Exhibit 10.7
FUNDING AGREEMENT
THIS FUNDING AGREEMENT, made this 14th day of August, 2006, by and between:
FIRST BRIDGE CAPITAL, INC., a Texas corporation with its principal office
located at 0000 Xxxx Xxx Xxx., Xxxxxx Xxxxx 00000 together with its associates
(hereinafter jointly and severally referred to, as the context may require, as
"FBC")
AND
TEXXON, INC., an Oklahoma corporation having its principal office located at
00000 Xxxxxxxx Xxxx, Xxxxx 0000, Xxx Xxxxxxx, XX 00000
WITNESSETH THAT:
WHEREAS, subject to the terms and conditions set forth in this Funding
Agreement, FBC is willing to make serial investments, up to One Million Dollars
($1,000,000), into the Convertible Preferred Stock of TEXXON and TEXXON is
willing to issue its Convertible Preferred Stock upon the terms and conditions
of this Funding Agreement;
WHEREAS, the parties have negotiated, reached certain understandings, and desire
a document to formalize and evidence their understandings;
NOW, THEREFORE, intending to be legally bound, and in consideration of the
mutual promises and covenants contained herein, the parties have agreed, and do
hereby agree, as follows:
1. The purpose of this Funding Agreement is to provide a mechanism for the
funding of TEXXON by FBC in serial installments, upon the requisition of funds
by TEXXON. This Funding Agreement contains the entire understanding of the
parties with respect to the subject matter.

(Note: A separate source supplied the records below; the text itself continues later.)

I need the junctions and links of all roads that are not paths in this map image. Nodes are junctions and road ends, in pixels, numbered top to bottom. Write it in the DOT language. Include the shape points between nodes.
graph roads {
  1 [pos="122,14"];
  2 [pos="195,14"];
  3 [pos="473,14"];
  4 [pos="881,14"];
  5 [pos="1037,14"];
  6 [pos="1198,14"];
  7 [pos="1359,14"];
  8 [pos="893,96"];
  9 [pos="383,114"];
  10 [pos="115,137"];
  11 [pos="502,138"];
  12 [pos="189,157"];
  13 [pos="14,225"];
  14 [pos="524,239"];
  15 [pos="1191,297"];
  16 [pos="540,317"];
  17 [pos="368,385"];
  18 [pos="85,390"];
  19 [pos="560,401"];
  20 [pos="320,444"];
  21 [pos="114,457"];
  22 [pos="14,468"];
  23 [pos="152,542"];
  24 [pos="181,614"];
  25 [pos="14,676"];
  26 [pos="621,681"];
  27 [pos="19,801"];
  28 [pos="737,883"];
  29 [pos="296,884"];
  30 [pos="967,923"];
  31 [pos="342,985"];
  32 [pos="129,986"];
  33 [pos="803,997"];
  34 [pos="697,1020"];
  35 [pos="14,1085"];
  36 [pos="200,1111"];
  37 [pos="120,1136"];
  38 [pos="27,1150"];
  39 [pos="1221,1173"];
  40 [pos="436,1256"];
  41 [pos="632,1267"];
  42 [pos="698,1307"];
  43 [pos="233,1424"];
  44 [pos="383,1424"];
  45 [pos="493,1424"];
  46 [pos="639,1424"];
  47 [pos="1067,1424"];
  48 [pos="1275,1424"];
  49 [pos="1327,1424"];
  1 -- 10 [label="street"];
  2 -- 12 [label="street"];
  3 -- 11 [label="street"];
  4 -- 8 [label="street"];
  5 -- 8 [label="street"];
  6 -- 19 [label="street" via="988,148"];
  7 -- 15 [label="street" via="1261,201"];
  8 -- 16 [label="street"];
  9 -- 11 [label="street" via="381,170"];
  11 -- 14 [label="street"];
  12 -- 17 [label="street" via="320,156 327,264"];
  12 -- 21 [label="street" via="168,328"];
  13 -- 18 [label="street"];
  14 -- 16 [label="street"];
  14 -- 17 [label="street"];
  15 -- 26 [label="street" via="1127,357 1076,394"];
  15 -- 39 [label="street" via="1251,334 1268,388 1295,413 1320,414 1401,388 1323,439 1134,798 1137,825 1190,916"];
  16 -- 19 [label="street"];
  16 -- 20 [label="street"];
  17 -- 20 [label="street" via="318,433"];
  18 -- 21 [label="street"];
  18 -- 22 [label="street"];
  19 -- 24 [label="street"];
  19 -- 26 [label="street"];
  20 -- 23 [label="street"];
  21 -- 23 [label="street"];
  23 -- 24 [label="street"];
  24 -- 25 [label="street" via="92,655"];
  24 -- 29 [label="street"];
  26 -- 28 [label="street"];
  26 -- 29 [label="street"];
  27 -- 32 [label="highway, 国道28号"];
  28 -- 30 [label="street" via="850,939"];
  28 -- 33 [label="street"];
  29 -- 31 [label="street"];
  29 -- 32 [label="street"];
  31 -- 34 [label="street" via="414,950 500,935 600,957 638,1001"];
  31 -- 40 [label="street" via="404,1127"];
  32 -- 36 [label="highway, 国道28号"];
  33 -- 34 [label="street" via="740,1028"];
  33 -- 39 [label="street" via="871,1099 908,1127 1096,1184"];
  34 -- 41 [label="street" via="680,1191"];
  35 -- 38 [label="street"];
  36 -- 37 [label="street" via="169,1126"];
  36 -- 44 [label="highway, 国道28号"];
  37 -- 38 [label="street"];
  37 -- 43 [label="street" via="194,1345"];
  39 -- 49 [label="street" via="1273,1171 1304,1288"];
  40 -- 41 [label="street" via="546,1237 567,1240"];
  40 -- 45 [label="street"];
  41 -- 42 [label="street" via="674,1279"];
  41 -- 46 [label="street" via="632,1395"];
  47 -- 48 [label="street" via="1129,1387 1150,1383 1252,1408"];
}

Prior to the date of this Funding
Agreement, during negotiations, FBC and/or its associates have made various
interim advances to TEXXON under the oral agreement that such advances would
become a part of this Funding Agreement. Upon the execution of this Funding
Agreement, such advances shall be deemed to be advances hereunder, for which
shares of the Convertible Preferred Stock shall be issued, and the prior oral
agreement (and all other prior agreements and understandings, oral or written,
with respect to the contemplated transactions) shall be merged herein and
integrated herein and of no further effect. The advances so included are:
Date Amount
---- ------
3/15/06 $ 80,000
5/15/06 50,000
5/15/06 50,000
6/30/06 30,000
7/28/06 25,000
7/31/06 25,000
---------
Total: $ 260,000
2. FBC represents and warrants that it and its associates who may participate in
the funding are "accredited investors" as that term is defined in Rule 501(a) of
Regulation D promulgated by the U.S. Securities and Exchange Commission under
the Securities Act of 1933, as amended. FBC and its associates shall be deemed
to make a continuing representation during the term of this Funding Agreement,
at the time of each installment investment, that it and they remain "accredited
investors".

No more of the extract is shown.